Progress in organic single-crystal field-effect transistors

TL;DR

This paper reviews recent progress in organic single-crystal field-effect transistors, highlighting advances in understanding their microscopic physics, intrinsic transport properties, and record-high carrier mobilities achieved through high-purity crystals.

Contribution

It provides a comprehensive overview of recent developments in organic single-crystal transistors, emphasizing new insights into their physical mechanisms and exceptional mobility values.

Findings

High carrier mobility in organic single crystals

Enhanced understanding of microscopic transport mechanisms

Potential for future device performance improvements

Abstract

Research on organic thin-film transistors tends to focus on improvements in device performance, but very little is understood about the ultimate limits of these devices, the microscopic physical mechanisms responsible for their limitations, and, more generally, the intrinsic transport properties of organic semiconductors.
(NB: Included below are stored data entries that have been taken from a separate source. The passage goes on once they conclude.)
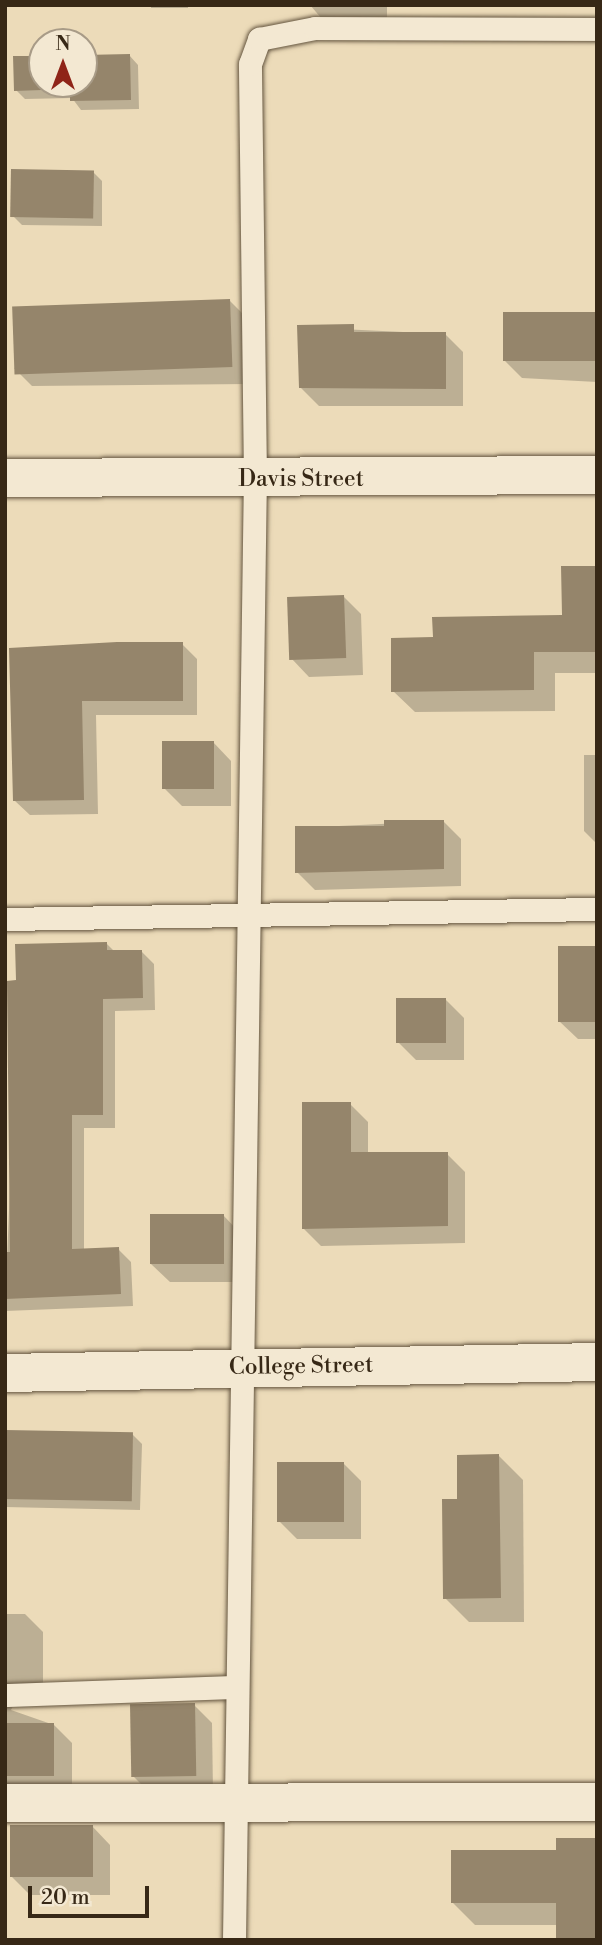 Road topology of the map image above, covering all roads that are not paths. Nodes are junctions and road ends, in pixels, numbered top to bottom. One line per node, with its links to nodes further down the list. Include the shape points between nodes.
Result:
1 (597, 29): 4 (lane, via 315,28 259,39 250,64)
2 (597, 475): 4 (street, Davis Street)
3 (5, 478): 4 (street, Davis Street)
4 (255, 479): 6 (lane)
5 (597, 909): 6 (lane)
6 (247, 915): 7 (lane); 9 (lane)
7 (5, 919)
8 (597, 1362): 9 (street, College Street)
9 (239, 1367): 10 (street, College Street); 11 (lane)
10 (5, 1373)
11 (236, 1687): 12 (lane); 15 (lane)
12 (5, 1695)
13 (597, 1802): 15 (street)
14 (5, 1803): 15 (street)
15 (235, 1803): 16 (lane)
16 (234, 1940) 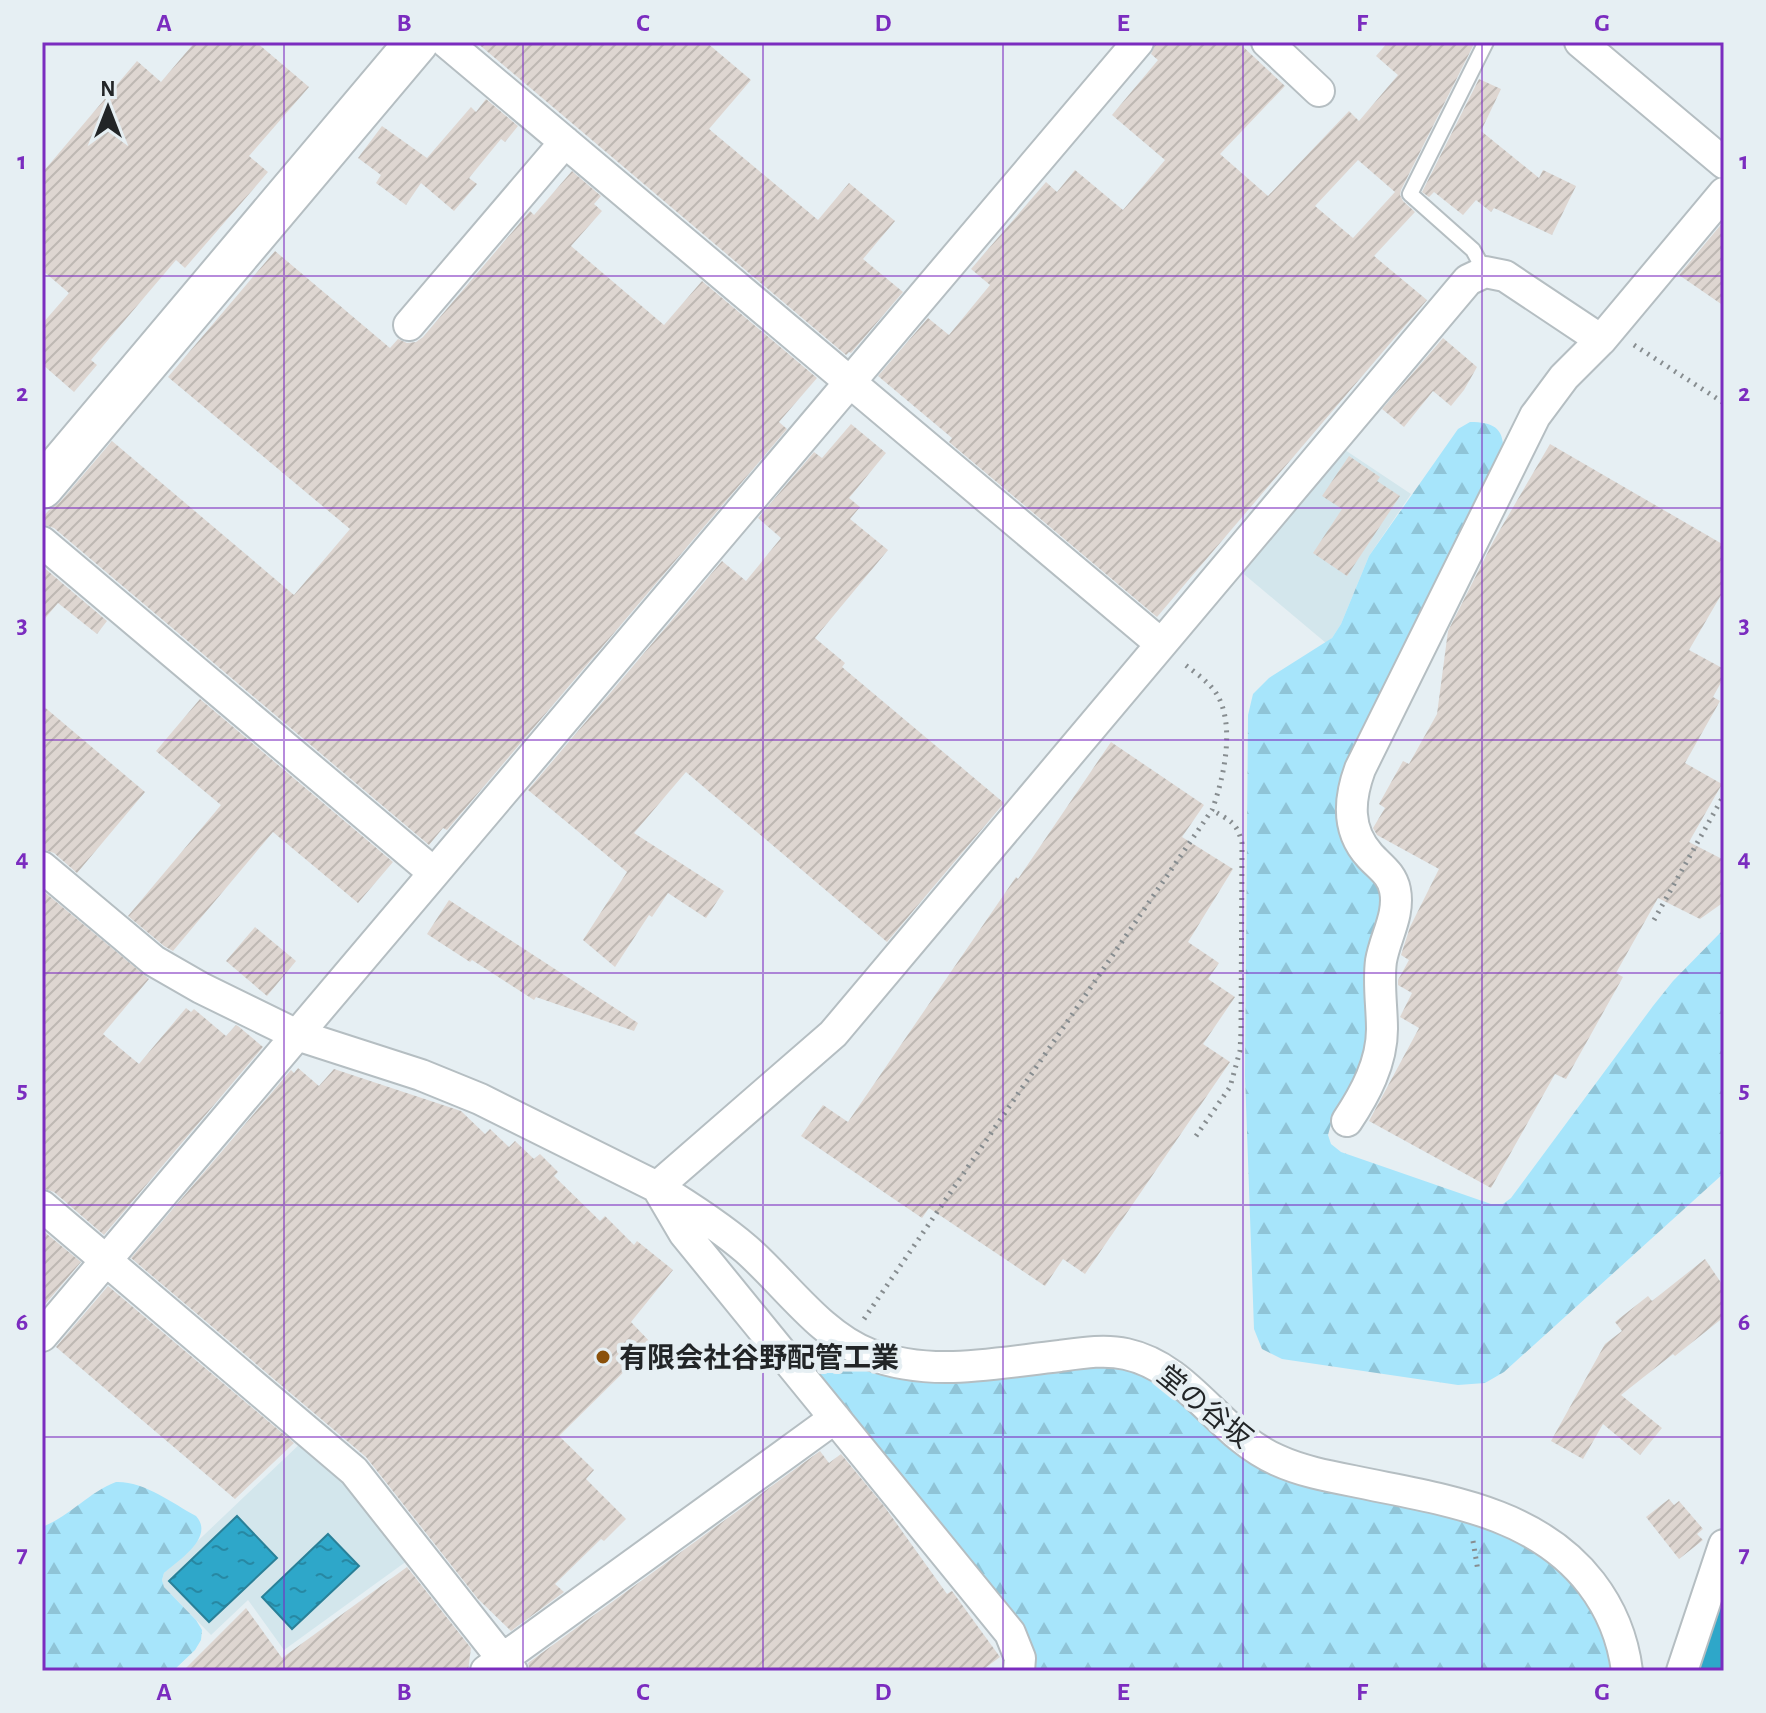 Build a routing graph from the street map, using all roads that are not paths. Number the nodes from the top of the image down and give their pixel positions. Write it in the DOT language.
graph roads {
  1 [pos="417,42"];
  2 [pos="446,42"];
  3 [pos="1138,42"];
  4 [pos="1267,42"];
  5 [pos="1486,42"];
  6 [pos="1580,42"];
  7 [pos="1319,91"];
  8 [pos="565,142"];
  9 [pos="1724,163"];
  10 [pos="1724,193"];
  11 [pos="1485,272"];
  12 [pos="409,325"];
  13 [pos="1605,335"];
  14 [pos="850,381"];
  15 [pos="42,487"];
  16 [pos="42,542"];
  17 [pos="1161,644"];
  18 [pos="42,867"];
  19 [pos="434,873"];
  20 [pos="297,1035"];
  21 [pos="1347,1121"];
  22 [pos="657,1187"];
  23 [pos="42,1206"];
  24 [pos="106,1260"];
  25 [pos="42,1336"];
  26 [pos="835,1418"];
  27 [pos="1724,1545"];
  28 [pos="500,1667"];
  29 [pos="1019,1671"];
  30 [pos="1627,1671"];
  31 [pos="1682,1671"];
  1 -- 15 [label="street"];
  2 -- 8 [label="street"];
  3 -- 14 [label="street"];
  4 -- 7 [label="street"];
  5 -- 11 [label="lane"];
  6 -- 9 [label="street"];
  8 -- 12 [label="street"];
  8 -- 14 [label="street"];
  10 -- 13 [label="street"];
  11 -- 13 [label="street"];
  11 -- 17 [label="street"];
  13 -- 21 [label="street"];
  14 -- 17 [label="street"];
  14 -- 19 [label="street"];
  16 -- 19 [label="street"];
  17 -- 22 [label="street"];
  18 -- 20 [label="street, 堂の谷坂"];
  19 -- 20 [label="street"];
  20 -- 22 [label="street, 堂の谷坂"];
  20 -- 24 [label="street"];
  22 -- 26 [label="street"];
  22 -- 30 [label="street, 堂の谷坂"];
  23 -- 24 [label="street"];
  24 -- 25 [label="street"];
  24 -- 28 [label="street"];
  26 -- 28 [label="street"];
  26 -- 29 [label="street"];
  27 -- 31 [label="street"];
}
These topics are now being investigated through the study of transport in organic transistors realized using molecular single crystals of unprecedented chemical purity and structural quality. These studies are elucidating detailed microscopic aspects of the physics of organic semiconductors and corresponding devices and have also led to unforeseen high values for carrier mobility in these materials. Here, we discuss developments in this area and present a brief outlook on future goals that have now come into experimental reach.